I think it’d be a little crazy for the constitution to say “ The enumeration in the Constitution, of certain rights, shall not be construed to deny or disparage others retained by the people” and then later on “oh actually it shall”.

Was it "a little crazy" that the SCOTUS said that the entire Bill of Rights was only binding on the federal government ; that all federal courts were indifferent to whether or not state and local governments were violating freedom of speech, conducting unreasonable searches and seizures, imposing cruel and unusual punishments, etc ? (Keep in mind that every state constitution had a Bill of Rights too, and the way to rectify violations of rights by state and local governments was to address those issues in state courts.)

And Mr. Jones still has no answer to the question I posed to him.
It's important to discuss this because if you understand the interpretation that the SCOTUS gave to the Bill of Rights in Barron v. Baltimore, you'll understand as well that the Ninth Amendment was not imposed on the states. And all I am proposing with the amendment I drafted is to keep the Ninth Amendment's original interpretation as the status quo. If you can't understand that, then you're the one who's crazy.

There are not many that will say it (in part because it's just a thought experiment at this point), but I absolutely think Barron v. Baltimore was wrongly decided. The First Amendment clearly only involved the federal government with its reference to the power of Congress. The Seventh may also be considered as only applying to the federal government. That is all though.

The First Amendment does indeed begin with the word "Congress," and the Tenth Amendment is a clear expression of the idea that the federal government has limited powers. The First and the Tenth are the bookends, and all of the rest of the Bill of Rights is sandwiched in between the bookends. Why is so hard to understand that all of the Bill of Rights were only intended to limit the federal government as well? Just because the words don't literally say so? Look at the first ten amendments as if they are a row of books on a shelf. The first book makes one point about the federal government's limited powers, as does the tenth book. There's nothing wrong with assuming that all eight of the other books were also intended to have the same limited meaning. And the historical context of WHY the Bill of Rights was proposed also supports that interpretation.

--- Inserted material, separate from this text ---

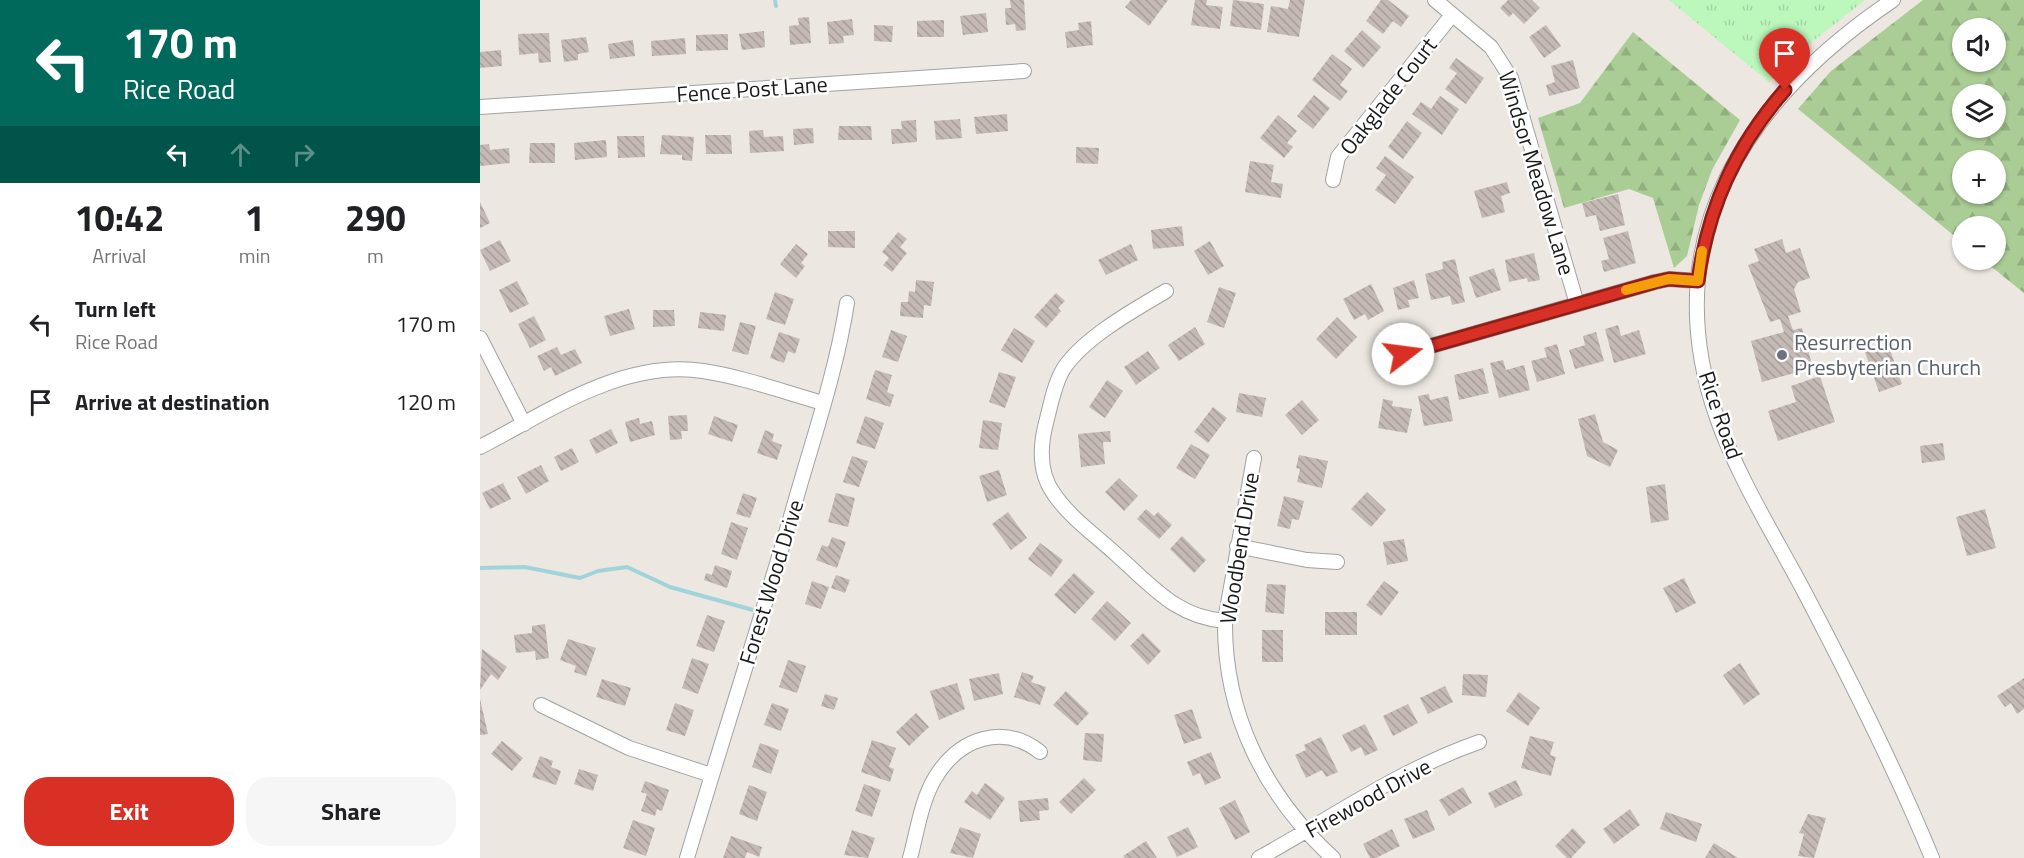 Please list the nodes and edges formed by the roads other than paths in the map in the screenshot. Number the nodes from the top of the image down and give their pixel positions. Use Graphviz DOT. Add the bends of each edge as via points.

Notably, Bingham himself believed for a time that the Bill of Rights was binding on the states. It was only after he read Barron v. Baltimore in February of 1866 that he changed his mind and began advocating for an amendment to clarify the law, and many others persisted in rejecting the idea that the Bill of Rights only applied to the federal government. Robert Hale of New York, for instance, raised some opposition to a draft of the Fourteenth Amendment because he believed the federal government already had the power to enforce the Bill of Rights against the states and saw the proposal as unnecessary.

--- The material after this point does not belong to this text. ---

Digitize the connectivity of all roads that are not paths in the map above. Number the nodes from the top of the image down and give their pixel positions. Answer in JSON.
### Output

Hurray for Rep. John Bingham!! He changed his mind once he saw a persuasive legal argument that contradicted his original theory about the meaning of the Bill of Rights. He realized that he had erred, and that the original meaning of the Bill of Rights was precisely as Chief Justice John Marshall had explained it in the Barron opinion. He respected the original understanding of a crucial part of the Constitution once he saw it correctly explained, and that's remarkable! He was, in a sense, an Originalist. It's just too bad that he did not do a good job of writing an Equal Protection Clause that was particularly clear (instead of overbroad and impossible-to-take-literally).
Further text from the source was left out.